• [ACTION ITEM] For the word "Куйбышева", count the lines of the listing that contain it and give only the count.
── DATASET RECORDS
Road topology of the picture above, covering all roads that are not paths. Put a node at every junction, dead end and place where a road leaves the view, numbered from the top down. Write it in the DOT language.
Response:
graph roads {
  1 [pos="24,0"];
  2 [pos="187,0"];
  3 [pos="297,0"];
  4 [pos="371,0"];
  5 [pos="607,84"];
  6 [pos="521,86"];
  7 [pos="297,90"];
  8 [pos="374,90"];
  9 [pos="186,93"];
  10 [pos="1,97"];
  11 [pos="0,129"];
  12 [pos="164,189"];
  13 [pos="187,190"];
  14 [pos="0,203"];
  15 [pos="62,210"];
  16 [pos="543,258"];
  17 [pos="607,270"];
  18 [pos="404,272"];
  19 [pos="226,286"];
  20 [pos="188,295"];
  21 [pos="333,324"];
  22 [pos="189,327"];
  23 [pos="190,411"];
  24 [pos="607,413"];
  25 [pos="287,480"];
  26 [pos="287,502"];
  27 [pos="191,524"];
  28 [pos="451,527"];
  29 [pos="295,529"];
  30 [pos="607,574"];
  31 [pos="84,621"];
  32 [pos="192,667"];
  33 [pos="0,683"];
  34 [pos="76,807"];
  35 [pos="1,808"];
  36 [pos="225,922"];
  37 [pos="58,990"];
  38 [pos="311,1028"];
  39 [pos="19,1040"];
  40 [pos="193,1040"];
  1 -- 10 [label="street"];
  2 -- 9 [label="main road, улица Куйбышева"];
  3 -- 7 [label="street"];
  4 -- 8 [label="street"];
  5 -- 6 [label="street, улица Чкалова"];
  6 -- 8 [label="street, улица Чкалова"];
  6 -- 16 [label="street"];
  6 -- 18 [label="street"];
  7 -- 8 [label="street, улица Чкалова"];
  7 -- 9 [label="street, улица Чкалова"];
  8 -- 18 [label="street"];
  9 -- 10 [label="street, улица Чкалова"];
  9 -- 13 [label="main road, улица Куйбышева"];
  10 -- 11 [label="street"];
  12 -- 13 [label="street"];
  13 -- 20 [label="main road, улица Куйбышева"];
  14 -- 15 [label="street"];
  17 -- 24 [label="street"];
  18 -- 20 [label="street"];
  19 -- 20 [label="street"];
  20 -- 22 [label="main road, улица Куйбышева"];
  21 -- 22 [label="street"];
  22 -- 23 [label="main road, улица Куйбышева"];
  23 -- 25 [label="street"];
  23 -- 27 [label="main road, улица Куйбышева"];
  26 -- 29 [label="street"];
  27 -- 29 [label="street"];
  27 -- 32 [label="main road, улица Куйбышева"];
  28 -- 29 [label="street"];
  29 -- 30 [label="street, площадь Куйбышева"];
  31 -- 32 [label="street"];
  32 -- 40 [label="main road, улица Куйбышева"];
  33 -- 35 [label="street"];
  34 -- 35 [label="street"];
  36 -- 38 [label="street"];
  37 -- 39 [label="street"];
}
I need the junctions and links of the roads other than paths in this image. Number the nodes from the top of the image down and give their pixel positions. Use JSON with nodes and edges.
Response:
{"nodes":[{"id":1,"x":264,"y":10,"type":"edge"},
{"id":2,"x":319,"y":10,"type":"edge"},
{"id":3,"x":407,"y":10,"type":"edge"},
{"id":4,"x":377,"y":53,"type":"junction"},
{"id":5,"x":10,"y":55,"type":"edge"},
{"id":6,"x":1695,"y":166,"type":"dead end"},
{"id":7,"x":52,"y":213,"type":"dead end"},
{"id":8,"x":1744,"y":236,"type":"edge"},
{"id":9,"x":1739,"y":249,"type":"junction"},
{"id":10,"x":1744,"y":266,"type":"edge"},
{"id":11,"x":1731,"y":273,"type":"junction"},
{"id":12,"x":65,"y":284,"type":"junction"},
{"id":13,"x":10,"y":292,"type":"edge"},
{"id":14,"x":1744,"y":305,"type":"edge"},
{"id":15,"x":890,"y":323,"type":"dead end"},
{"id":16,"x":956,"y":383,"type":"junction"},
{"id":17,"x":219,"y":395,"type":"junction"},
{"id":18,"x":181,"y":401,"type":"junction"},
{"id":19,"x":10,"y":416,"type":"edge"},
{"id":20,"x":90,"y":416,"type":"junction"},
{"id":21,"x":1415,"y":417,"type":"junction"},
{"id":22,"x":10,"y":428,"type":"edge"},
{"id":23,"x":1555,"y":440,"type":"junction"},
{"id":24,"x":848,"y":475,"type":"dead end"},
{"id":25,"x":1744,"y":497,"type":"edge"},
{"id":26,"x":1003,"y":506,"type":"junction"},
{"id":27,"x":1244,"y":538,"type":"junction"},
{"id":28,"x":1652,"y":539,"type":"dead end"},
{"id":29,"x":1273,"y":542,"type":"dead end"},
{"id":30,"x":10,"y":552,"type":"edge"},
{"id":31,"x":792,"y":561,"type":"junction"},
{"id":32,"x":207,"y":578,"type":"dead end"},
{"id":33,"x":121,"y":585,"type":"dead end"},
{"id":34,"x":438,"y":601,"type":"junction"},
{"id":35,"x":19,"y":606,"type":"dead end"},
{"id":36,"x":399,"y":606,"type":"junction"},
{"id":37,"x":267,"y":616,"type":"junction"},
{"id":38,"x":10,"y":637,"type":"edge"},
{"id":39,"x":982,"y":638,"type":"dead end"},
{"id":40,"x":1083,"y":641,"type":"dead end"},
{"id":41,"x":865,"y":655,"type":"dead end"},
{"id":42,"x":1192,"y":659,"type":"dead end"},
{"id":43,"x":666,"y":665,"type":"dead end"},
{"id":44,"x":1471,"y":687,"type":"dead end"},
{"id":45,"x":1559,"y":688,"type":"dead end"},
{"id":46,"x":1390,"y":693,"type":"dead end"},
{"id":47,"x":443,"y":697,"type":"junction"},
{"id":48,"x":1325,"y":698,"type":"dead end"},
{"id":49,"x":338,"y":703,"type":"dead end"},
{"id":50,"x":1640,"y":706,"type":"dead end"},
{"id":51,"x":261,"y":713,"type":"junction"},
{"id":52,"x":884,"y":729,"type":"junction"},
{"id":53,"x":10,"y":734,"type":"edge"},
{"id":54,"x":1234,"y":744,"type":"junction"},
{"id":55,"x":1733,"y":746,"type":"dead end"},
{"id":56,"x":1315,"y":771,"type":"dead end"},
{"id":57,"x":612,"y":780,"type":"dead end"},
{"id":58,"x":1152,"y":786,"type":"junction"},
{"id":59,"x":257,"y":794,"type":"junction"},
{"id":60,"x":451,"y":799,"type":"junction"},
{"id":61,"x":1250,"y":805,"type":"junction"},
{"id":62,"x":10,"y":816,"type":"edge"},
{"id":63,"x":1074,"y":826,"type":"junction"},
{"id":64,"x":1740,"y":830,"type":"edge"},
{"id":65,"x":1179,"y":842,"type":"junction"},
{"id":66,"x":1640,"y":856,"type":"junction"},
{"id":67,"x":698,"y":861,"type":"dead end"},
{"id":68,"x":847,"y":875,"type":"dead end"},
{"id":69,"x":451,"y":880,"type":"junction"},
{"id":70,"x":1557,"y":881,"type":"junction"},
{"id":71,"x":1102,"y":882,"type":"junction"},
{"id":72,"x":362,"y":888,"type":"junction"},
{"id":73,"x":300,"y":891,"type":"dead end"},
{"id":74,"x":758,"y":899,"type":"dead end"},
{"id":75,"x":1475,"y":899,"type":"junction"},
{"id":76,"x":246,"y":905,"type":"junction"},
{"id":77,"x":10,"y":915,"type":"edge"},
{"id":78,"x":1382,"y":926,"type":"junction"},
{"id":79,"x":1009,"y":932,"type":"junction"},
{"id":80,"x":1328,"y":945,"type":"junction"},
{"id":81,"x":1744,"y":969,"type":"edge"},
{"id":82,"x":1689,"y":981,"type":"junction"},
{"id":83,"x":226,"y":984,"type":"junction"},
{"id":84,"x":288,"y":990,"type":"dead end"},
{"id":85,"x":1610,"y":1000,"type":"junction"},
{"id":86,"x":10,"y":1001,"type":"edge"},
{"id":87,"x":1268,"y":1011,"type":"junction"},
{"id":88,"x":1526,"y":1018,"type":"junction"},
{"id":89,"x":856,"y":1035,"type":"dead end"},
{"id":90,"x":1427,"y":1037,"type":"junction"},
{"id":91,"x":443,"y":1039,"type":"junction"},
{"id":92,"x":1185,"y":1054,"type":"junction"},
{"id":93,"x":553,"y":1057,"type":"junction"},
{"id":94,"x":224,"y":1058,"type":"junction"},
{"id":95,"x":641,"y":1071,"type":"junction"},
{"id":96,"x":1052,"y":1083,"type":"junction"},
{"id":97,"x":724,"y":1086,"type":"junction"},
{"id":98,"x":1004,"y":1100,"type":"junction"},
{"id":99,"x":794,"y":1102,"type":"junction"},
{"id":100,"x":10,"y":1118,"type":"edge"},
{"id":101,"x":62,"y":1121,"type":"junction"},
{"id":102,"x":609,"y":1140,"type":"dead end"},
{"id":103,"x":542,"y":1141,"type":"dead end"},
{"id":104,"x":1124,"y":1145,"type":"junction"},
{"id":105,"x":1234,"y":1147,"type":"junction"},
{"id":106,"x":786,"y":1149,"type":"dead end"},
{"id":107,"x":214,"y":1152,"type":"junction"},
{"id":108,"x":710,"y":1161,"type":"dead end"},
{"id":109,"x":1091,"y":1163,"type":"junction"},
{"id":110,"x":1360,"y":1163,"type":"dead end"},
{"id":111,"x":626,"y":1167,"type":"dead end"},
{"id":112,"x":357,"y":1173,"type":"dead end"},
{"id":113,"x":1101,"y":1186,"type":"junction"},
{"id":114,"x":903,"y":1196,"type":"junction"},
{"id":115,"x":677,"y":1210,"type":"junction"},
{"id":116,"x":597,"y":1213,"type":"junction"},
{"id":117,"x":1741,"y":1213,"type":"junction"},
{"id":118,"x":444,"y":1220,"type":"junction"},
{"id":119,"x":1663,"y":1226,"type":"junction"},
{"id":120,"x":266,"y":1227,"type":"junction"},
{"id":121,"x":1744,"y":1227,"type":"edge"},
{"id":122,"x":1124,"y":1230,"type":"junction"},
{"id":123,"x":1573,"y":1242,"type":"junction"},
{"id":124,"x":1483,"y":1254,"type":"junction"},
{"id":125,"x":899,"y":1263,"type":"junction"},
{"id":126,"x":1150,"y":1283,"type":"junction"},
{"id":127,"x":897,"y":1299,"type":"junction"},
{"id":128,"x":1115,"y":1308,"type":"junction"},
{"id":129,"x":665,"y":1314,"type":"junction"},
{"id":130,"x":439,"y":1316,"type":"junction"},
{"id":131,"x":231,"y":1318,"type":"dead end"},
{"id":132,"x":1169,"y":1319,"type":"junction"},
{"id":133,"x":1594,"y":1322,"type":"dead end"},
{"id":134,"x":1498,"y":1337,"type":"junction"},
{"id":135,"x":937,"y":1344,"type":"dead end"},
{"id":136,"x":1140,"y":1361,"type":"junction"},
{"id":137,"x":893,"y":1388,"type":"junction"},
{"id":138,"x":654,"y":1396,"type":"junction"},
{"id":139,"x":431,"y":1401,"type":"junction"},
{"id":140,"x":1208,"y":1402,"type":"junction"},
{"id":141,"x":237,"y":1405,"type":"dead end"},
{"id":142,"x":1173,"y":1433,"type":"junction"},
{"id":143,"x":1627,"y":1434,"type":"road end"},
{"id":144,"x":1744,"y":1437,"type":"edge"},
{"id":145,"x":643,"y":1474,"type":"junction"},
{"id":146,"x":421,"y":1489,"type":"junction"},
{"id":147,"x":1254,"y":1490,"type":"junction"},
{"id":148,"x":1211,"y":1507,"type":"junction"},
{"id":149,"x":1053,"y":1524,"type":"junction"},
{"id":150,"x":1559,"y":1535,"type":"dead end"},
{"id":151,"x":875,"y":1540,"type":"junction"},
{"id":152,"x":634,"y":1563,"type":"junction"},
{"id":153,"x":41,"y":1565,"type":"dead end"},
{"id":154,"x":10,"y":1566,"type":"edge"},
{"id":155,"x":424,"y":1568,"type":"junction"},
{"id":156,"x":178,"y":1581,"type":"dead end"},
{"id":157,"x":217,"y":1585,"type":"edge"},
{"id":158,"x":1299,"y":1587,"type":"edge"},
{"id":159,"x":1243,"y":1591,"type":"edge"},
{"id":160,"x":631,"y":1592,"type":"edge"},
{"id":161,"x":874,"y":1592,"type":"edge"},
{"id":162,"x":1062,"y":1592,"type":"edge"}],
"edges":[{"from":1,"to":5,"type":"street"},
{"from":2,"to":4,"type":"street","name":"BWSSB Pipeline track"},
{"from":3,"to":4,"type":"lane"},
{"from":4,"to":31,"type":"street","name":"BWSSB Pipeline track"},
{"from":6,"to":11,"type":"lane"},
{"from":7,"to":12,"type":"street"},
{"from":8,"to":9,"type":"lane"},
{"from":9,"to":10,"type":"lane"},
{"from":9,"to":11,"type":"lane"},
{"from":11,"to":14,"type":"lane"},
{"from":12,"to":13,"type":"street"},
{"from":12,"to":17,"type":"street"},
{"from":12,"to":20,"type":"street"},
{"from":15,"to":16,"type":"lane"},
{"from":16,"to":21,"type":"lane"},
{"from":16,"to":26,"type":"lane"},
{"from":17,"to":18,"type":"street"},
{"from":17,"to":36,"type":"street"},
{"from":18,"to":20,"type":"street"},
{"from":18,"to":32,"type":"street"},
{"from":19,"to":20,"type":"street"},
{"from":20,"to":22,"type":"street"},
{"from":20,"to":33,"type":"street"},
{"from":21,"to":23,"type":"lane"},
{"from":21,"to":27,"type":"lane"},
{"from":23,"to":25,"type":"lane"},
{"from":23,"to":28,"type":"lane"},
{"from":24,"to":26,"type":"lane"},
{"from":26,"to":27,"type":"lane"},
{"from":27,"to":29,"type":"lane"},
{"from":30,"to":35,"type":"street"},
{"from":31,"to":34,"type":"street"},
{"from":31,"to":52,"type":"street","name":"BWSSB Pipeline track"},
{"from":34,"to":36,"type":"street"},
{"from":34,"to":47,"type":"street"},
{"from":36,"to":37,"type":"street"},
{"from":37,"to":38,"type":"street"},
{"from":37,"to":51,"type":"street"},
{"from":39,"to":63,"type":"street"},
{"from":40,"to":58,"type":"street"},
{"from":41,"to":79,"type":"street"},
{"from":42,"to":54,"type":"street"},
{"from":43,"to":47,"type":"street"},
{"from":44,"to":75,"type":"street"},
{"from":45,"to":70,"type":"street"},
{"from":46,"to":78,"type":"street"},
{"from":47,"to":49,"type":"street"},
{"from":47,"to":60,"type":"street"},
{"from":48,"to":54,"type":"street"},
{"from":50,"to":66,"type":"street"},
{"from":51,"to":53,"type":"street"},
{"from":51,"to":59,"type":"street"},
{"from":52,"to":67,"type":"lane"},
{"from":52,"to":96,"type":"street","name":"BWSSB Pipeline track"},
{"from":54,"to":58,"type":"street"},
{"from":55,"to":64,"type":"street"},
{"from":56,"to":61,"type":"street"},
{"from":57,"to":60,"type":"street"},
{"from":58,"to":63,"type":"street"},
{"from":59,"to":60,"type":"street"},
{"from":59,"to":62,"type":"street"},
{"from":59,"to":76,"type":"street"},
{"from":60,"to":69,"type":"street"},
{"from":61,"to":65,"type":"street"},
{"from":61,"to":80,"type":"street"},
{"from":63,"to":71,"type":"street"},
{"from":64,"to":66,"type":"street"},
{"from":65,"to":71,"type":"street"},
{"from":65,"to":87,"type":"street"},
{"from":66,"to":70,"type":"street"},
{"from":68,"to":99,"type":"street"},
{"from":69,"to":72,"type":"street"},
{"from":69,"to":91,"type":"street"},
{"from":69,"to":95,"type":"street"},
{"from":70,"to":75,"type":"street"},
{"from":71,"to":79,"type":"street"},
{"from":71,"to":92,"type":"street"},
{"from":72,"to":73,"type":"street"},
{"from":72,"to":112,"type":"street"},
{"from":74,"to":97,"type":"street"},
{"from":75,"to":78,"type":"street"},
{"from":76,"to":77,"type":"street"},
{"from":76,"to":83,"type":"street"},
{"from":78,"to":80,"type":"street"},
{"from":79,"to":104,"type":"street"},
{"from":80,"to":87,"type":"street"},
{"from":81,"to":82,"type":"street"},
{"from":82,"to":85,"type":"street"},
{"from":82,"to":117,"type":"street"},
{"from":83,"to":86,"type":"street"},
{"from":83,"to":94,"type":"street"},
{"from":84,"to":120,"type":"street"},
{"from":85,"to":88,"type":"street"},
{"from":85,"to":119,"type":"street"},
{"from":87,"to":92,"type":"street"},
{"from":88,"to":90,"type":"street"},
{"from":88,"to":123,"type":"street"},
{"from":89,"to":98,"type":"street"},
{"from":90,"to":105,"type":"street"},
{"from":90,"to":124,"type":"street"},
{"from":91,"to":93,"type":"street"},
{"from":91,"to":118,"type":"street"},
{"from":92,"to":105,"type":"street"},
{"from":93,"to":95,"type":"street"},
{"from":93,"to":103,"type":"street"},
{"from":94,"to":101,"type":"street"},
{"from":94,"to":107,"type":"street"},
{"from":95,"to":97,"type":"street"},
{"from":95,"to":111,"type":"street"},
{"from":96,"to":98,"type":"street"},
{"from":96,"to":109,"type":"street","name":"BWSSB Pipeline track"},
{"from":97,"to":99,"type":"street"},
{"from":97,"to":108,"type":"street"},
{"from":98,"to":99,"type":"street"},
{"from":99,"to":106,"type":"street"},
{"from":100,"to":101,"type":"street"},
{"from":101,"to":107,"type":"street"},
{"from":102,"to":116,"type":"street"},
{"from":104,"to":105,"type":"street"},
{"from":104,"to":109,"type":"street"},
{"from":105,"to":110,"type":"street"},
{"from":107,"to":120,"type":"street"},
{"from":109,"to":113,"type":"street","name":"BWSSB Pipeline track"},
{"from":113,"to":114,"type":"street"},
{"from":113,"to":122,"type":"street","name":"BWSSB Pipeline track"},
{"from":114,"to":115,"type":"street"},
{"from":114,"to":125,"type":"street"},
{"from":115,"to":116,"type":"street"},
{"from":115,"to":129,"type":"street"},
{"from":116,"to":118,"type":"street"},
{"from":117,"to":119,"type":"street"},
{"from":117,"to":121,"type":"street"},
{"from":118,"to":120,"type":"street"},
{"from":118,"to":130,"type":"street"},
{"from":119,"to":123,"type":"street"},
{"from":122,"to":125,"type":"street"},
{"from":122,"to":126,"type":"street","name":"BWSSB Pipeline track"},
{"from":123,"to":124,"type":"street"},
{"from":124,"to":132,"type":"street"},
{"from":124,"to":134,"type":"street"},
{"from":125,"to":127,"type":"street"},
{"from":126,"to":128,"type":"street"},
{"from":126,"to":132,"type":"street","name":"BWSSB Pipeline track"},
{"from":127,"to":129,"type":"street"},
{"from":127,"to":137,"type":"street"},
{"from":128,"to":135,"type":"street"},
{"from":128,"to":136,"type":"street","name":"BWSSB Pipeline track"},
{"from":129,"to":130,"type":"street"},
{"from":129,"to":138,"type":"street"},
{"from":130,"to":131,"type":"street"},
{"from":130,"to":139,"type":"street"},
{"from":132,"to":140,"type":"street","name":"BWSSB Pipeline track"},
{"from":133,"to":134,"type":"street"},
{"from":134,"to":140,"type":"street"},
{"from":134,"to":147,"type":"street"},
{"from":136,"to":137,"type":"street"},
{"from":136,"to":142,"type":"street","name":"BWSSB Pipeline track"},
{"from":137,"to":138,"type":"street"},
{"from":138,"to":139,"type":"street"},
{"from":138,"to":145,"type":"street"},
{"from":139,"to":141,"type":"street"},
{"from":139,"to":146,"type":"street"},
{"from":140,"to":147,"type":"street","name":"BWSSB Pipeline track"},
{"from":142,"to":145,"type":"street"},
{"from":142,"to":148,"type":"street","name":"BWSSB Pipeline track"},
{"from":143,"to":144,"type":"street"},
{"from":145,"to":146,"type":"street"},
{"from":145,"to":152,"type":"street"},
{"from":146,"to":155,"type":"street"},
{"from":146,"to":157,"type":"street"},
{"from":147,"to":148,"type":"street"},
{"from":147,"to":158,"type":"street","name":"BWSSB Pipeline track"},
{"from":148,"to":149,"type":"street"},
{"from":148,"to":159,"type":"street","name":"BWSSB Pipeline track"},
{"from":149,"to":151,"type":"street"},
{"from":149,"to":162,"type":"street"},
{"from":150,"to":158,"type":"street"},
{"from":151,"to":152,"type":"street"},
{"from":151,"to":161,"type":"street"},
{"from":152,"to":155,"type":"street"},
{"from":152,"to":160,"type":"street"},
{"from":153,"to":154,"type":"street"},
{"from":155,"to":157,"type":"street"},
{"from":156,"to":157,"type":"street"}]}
────
• [EXERCISE SOLUTION] 9